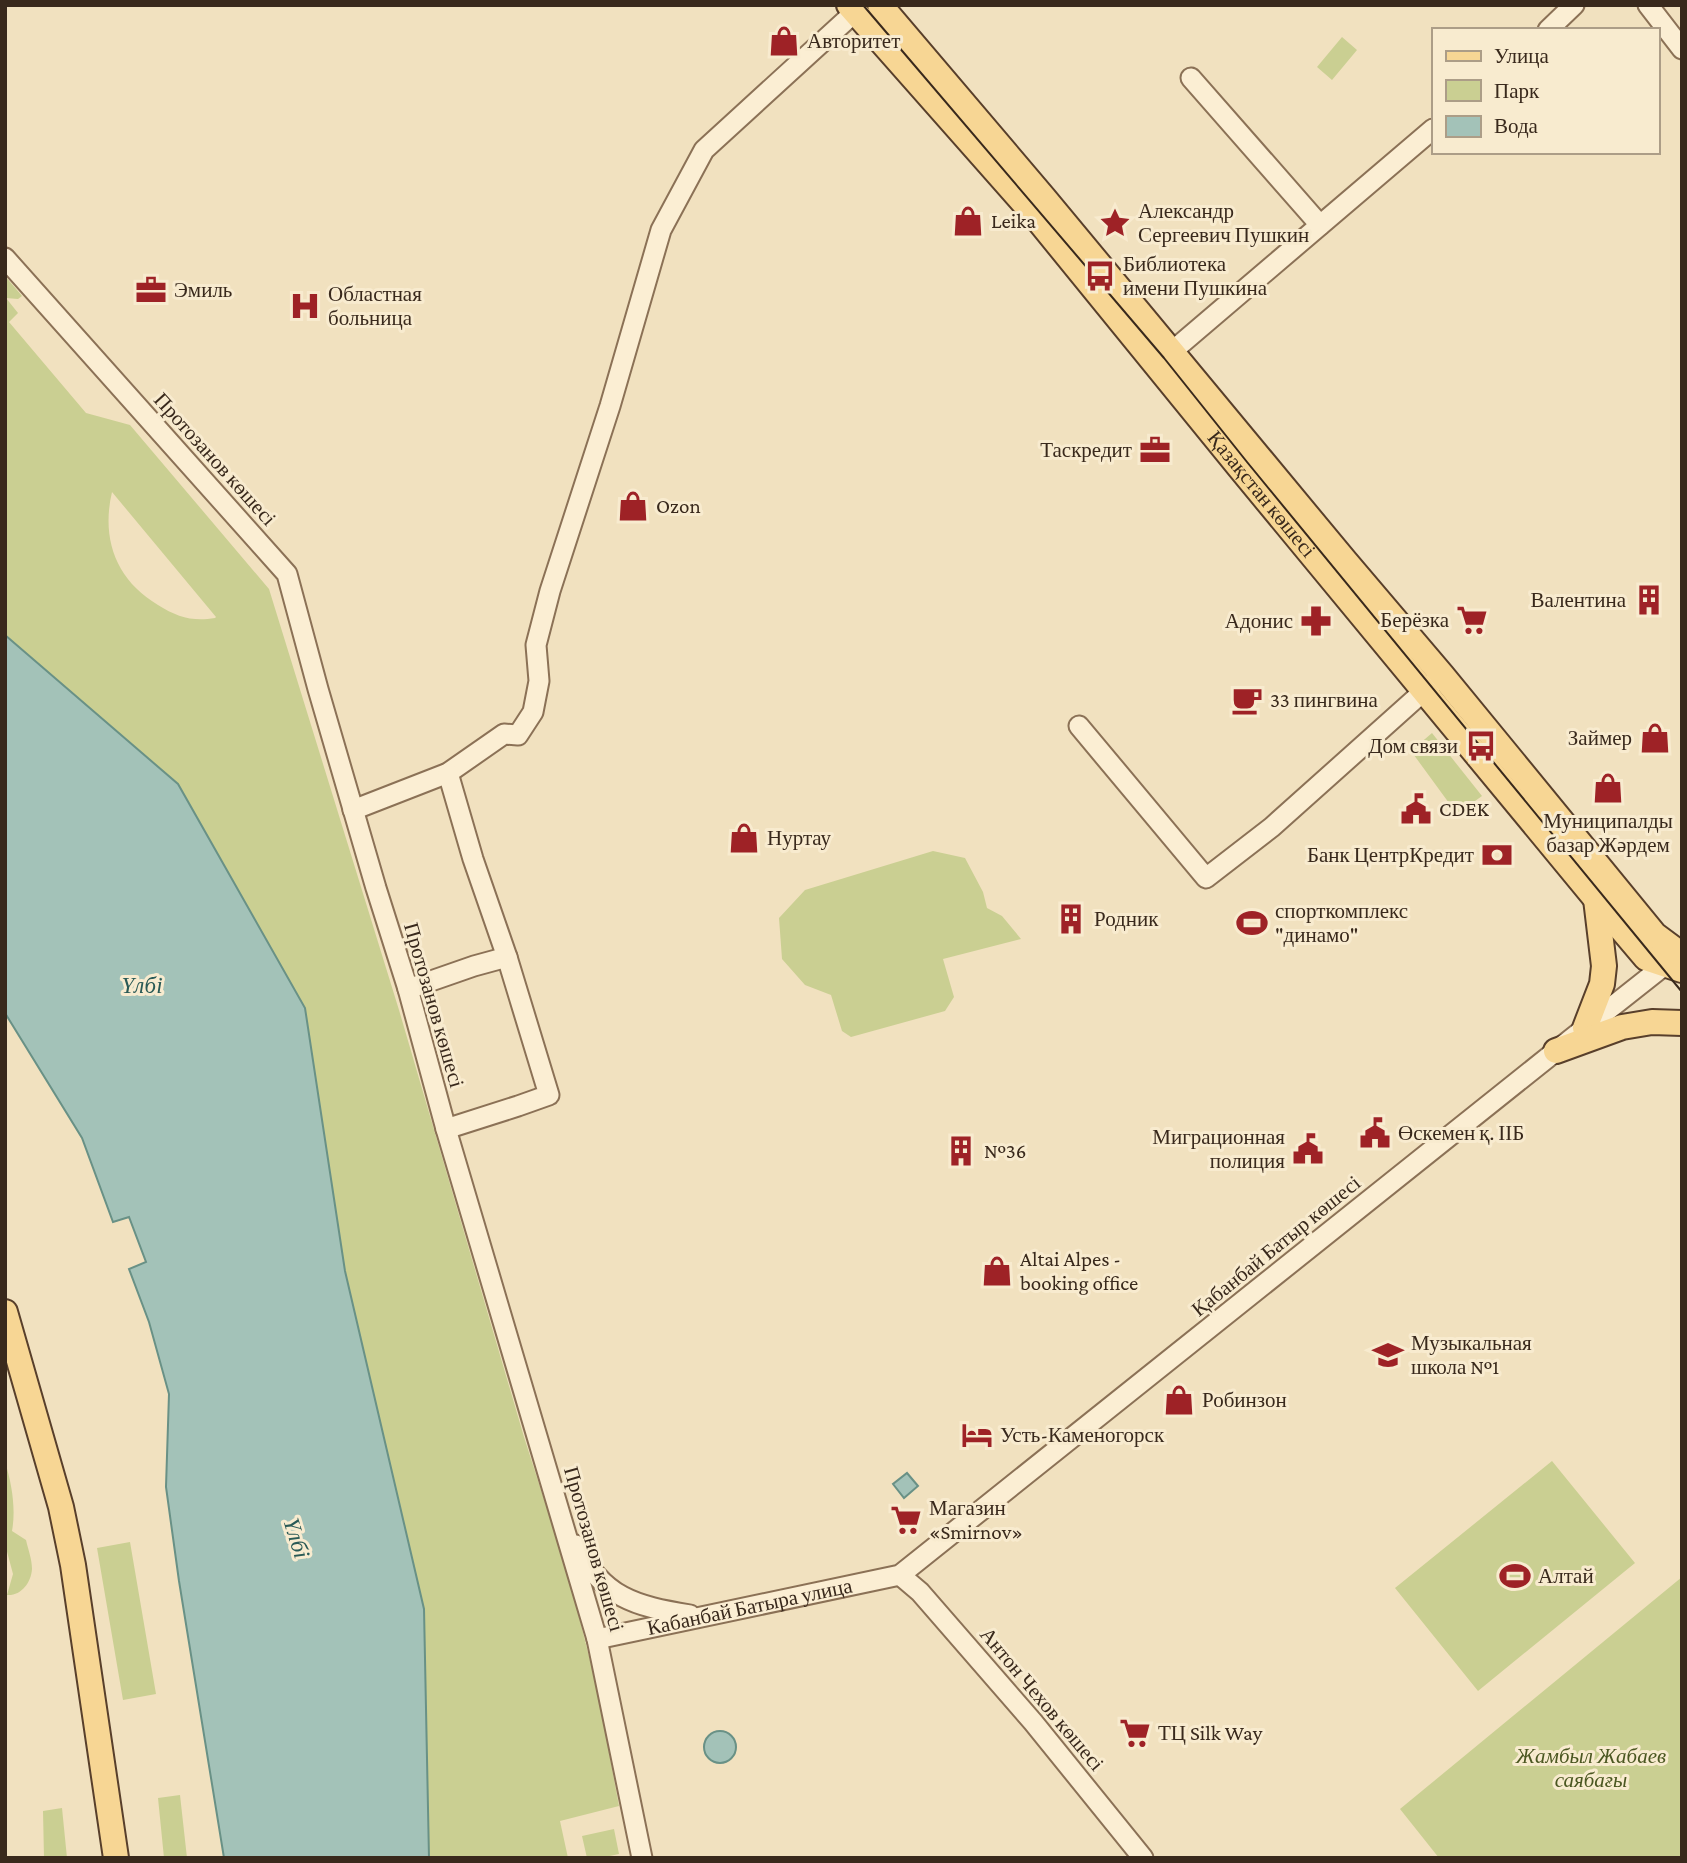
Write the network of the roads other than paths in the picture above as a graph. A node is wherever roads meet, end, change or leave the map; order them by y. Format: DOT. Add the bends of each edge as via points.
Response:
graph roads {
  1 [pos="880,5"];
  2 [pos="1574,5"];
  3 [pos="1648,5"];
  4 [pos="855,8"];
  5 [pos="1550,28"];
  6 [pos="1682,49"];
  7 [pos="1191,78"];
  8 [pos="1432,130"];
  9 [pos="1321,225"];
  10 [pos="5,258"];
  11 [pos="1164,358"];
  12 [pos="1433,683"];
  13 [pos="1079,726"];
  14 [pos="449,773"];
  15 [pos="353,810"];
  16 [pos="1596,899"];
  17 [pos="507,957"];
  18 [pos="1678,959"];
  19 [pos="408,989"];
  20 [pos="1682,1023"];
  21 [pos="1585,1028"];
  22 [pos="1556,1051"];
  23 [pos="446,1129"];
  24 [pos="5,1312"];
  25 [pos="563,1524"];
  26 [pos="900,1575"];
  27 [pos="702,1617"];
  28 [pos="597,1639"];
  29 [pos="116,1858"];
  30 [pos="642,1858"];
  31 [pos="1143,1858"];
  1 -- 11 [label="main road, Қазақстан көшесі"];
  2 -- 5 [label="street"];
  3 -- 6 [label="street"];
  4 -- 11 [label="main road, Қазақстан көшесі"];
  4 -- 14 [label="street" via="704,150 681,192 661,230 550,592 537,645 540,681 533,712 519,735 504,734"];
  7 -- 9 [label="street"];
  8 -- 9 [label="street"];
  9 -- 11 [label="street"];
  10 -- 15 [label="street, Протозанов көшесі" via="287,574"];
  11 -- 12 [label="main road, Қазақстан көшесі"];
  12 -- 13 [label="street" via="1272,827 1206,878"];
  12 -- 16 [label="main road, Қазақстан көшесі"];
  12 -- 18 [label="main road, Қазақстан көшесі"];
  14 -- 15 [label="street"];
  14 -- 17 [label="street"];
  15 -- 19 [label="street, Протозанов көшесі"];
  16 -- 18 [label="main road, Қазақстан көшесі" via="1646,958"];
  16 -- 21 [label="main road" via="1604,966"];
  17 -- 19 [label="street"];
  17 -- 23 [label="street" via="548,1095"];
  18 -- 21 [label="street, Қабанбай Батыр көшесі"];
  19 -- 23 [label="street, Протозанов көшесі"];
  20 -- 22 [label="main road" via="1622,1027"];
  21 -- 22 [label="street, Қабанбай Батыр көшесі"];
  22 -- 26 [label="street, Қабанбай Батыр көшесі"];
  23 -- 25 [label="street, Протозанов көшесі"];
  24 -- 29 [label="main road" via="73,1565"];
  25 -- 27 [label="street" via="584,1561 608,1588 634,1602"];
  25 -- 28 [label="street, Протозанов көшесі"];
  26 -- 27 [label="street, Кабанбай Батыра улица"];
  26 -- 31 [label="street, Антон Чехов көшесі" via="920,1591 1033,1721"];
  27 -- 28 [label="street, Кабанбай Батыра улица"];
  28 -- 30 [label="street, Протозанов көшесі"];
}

TASK OBJECTIVE:
Reproduce everything above exactly, images excluded.

THE ANSWER:
Write the network of the roads other than paths in the picture above as a graph. A node is wherever roads meet, end, change or leave the map; order them by y. Format: DOT. Add the bends of each edge as via points.
Response:
graph roads {
  1 [pos="880,5"];
  2 [pos="1574,5"];
  3 [pos="1648,5"];
  4 [pos="855,8"];
  5 [pos="1550,28"];
  6 [pos="1682,49"];
  7 [pos="1191,78"];
  8 [pos="1432,130"];
  9 [pos="1321,225"];
  10 [pos="5,258"];
  11 [pos="1164,358"];
  12 [pos="1433,683"];
  13 [pos="1079,726"];
  14 [pos="449,773"];
  15 [pos="353,810"];
  16 [pos="1596,899"];
  17 [pos="507,957"];
  18 [pos="1678,959"];
  19 [pos="408,989"];
  20 [pos="1682,1023"];
  21 [pos="1585,1028"];
  22 [pos="1556,1051"];
  23 [pos="446,1129"];
  24 [pos="5,1312"];
  25 [pos="563,1524"];
  26 [pos="900,1575"];
  27 [pos="702,1617"];
  28 [pos="597,1639"];
  29 [pos="116,1858"];
  30 [pos="642,1858"];
  31 [pos="1143,1858"];
  1 -- 11 [label="main road, Қазақстан көшесі"];
  2 -- 5 [label="street"];
  3 -- 6 [label="street"];
  4 -- 11 [label="main road, Қазақстан көшесі"];
  4 -- 14 [label="street" via="704,150 681,192 661,230 550,592 537,645 540,681 533,712 519,735 504,734"];
  7 -- 9 [label="street"];
  8 -- 9 [label="street"];
  9 -- 11 [label="street"];
  10 -- 15 [label="street, Протозанов көшесі" via="287,574"];
  11 -- 12 [label="main road, Қазақстан көшесі"];
  12 -- 13 [label="street" via="1272,827 1206,878"];
  12 -- 16 [label="main road, Қазақстан көшесі"];
  12 -- 18 [label="main road, Қазақстан көшесі"];
  14 -- 15 [label="street"];
  14 -- 17 [label="street"];
  15 -- 19 [label="street, Протозанов көшесі"];
  16 -- 18 [label="main road, Қазақстан көшесі" via="1646,958"];
  16 -- 21 [label="main road" via="1604,966"];
  17 -- 19 [label="street"];
  17 -- 23 [label="street" via="548,1095"];
  18 -- 21 [label="street, Қабанбай Батыр көшесі"];
  19 -- 23 [label="street, Протозанов көшесі"];
  20 -- 22 [label="main road" via="1622,1027"];
  21 -- 22 [label="street, Қабанбай Батыр көшесі"];
  22 -- 26 [label="street, Қабанбай Батыр көшесі"];
  23 -- 25 [label="street, Протозанов көшесі"];
  24 -- 29 [label="main road" via="73,1565"];
  25 -- 27 [label="street" via="584,1561 608,1588 634,1602"];
  25 -- 28 [label="street, Протозанов көшесі"];
  26 -- 27 [label="street, Кабанбай Батыра улица"];
  26 -- 31 [label="street, Антон Чехов көшесі" via="920,1591 1033,1721"];
  27 -- 28 [label="street, Кабанбай Батыра улица"];
  28 -- 30 [label="street, Протозанов көшесі"];
}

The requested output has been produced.